Costumbres guerreras de los escitas

Me puse a revisar el Libro IV de Los nueve libros de la historia de Heródoto, uno de mis libros favoritos de todos los tiempos, dicho sea de pasada, y encontré la descripción de las costumbres guerreras que tenían los escitas (conjunto de pueblos ubicados antiguamente en lo que hoy es Irán, Ucrania, Kazajistán y el sur de la Rusia asiática), las cuales, si se comparan con los ritos que hacían los mexicas en honor del dios Xipe Tótec, darán pie a una extraña constelación que irá tomando forma en futuras entradas de este blog:

«En lo que atañe a la guerra tienen estas ordenanzas: cuando un escita derriba a su primer hombre, bebe su sangre, y presenta al rey la cabeza de cuantos mata en la batalla: si ha traído una cabeza, participa de la presa tomada; si no la ha traído, no. La desuella del siguiente modo: la corta en círculo de oreja a oreja, y asiendo de la piel la sacude hasta desprender el cráneo, luego la descarna con una costilla de buey y la adoba con las manos, y así curtida, la tiene por servilleta; la ata de las riendas del caballo en que monta y se enorgullece de ella, pues quien posea más servilletas de piel es reputado por el más bravo; muchos de ellos hasta se hacen de esas pieles abrigos para vestir, cosiéndolas como un pellico. Muchos desuellan la mano del enemigo sin quitarle las uñas, y hacen una tapa para su aljaba.
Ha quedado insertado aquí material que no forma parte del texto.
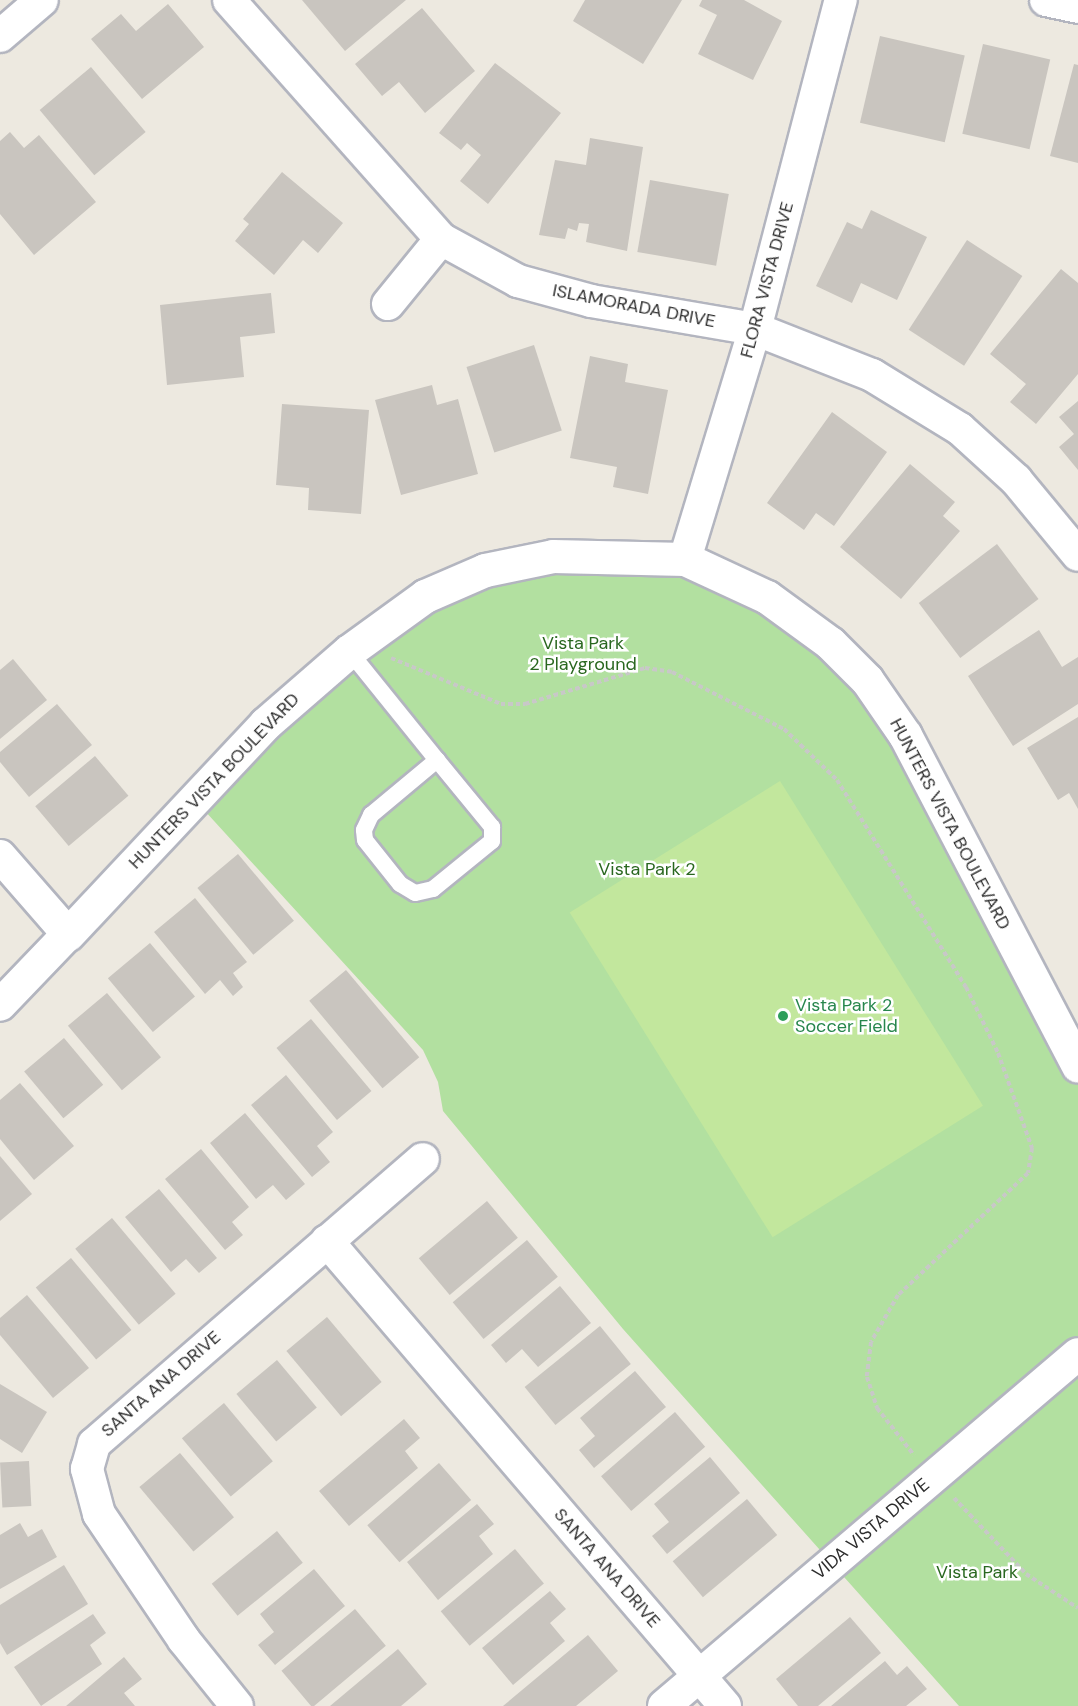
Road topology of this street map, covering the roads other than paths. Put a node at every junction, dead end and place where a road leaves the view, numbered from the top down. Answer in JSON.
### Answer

Por lo visto la piel del hombre es recia y reluciente, y casi la más blanca y lustrosa de todas. Muchos desuellan a los muertos de pies a cabeza, extienden la piel en maderos y la usan para cubrir sus caballos.

»Tales son sus usos; con las cabezas, no de todos, sino de sus mayores enemigos hacen lo siguiente. Sierra cada cual lo que queda por encima de las cejas, y la limpia; si es pobre la cubre por fuera con cuero crudo de buey solamente y así la usa; pero si es rico, la cubre con el cuero, pero la dora por dentro y la usa como copa. Esto mismo hacen aun con los familiares, si llegan a enemistarse con ellos y logran vencerlos ante el rey. Cuando un escita recibe huéspedes a quienes estima, les presenta tales cabezas y les da cuenta de cómo aquellos, aun siendo sus familiares, le hicieron guerra, y cómo él los venció. Esto consideran ellos prueba de hombría.»